The London Text Analytics Meetup never fails to provide stimulating talks. Even if you disagree with some of the ideas, or even most of the ideas, you engage with the talk and with the speaker. Tonight’s talk (March 6, 2018) was no exception, Michael Barclay provided an overview of his rule-based system (something he rather provocatively emphasised in his presentation, since rule-based systems are considered old-fashioned today).
What he has built is impressive indeed. It is nothing less than a rule-based system for analysing natural language and extracting relationships from it. As a final flourish, when he completed his talk and took questions, he left his system running to parse the first twelve chapters of Jane Austen’s Emma. After the questions, he showed all the things his system had discovered about Emma, displayed as a graph.
The body of his talk comprised taking English sentences and seeing just how complicated it is for a machine to correctly parse it to discover the subject. Of all the components of a sentence, you would think the subject is the most obviously identifiable, yet he cleverly used increasingly complex examples – and in the spirit of the group, even showed us sentences where his parser failed.
From memory, the sentences reached levels of complexity such as: “David’s uncle’s fish and chips were greasy”, and pointed out that we expect a machine to identify that both the fish and the chips were greasy.

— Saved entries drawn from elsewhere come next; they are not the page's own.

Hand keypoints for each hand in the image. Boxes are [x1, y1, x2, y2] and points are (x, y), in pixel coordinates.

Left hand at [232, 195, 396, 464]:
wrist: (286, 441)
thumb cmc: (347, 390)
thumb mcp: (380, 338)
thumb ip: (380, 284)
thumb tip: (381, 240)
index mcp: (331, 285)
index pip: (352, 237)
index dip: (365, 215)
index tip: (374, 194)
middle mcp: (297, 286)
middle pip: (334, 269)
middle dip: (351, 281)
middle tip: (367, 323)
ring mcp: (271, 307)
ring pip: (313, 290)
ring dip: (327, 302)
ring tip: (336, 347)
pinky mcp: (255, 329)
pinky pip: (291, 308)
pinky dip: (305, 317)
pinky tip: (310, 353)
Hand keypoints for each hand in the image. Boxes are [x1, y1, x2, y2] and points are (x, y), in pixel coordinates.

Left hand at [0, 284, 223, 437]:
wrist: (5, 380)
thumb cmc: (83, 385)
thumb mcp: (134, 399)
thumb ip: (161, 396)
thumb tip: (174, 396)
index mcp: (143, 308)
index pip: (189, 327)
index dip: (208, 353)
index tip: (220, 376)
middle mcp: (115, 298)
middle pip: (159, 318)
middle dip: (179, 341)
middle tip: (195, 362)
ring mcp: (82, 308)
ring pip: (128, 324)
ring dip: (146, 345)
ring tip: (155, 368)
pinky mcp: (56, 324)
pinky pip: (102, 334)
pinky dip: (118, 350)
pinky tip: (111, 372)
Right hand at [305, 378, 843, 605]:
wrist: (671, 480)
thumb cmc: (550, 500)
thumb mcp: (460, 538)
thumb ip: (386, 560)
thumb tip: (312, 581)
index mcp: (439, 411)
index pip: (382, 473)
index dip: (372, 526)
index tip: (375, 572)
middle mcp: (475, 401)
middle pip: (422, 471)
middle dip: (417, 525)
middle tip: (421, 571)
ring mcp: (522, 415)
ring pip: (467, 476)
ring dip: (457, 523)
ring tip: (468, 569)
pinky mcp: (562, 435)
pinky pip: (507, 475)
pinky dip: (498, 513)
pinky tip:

He contrasted his rule-based system with neural networks, but since he did not give any examples of a neural network, it was something of a one-sided presentation. He stated that rules can be taught, but also pointed out that many of the rules of mathematics are also taught in school, while not assuming any understanding of the underlying thinking.
After the presentation I expected many people would question using a rule-based approach. Instead, there were some equally fundamental questions. Why build a complete parser like this when Stanford has already built one? Why have a system that requires such detailed technical understanding to build and maintain the rules? Why try to capture all the syntactic rules of English when for practical purposes a much smaller subset might be sufficient? He showed, for example, a dictionary definition of the term “eye”. It included over 20 different senses. Of course for most practical purposes there is no question of all 20 meanings being possible; the goal might be simply to distinguish two or three meanings.
A few seconds’ browsing the Internet reveals the fundamental distinction:
Rule-based systems are examples of “old style” AI, which uses rules prepared by humans. Neural networks are examples of “new style” AI, whose mechanism is “learned” by the computer using sophisticated algorithms … While in some cases rule-based systems could be effective, the general trend in AI has been to switch to machine-learning algorithms such as neural networks, due to their much better performance. [Yuval Filmus, comment on Stack Exchange]
It wasn’t possible from this talk to assess whether a rule-based system runs faster or not. In my view, the sheer number of rules – and their sometimes unpredictable results – makes a rule-based system very dependent on expert input. But what both systems have in common is some kind of inference. The results we saw were undeniably impressive, although when asked for a business case, Michael Barclay mentioned analysing the discourse of care home staff for signs of problems that needed to be investigated further. Such a small-scale application could be run quite effectively just by searching for a few keywords in the text, e.g. “crash”, “cry”, “unhappy”, for starters. Nonetheless, what Michael Barclay demonstrated was hugely impressive; it just needs, I feel, a suitable use case to draw on what he has built.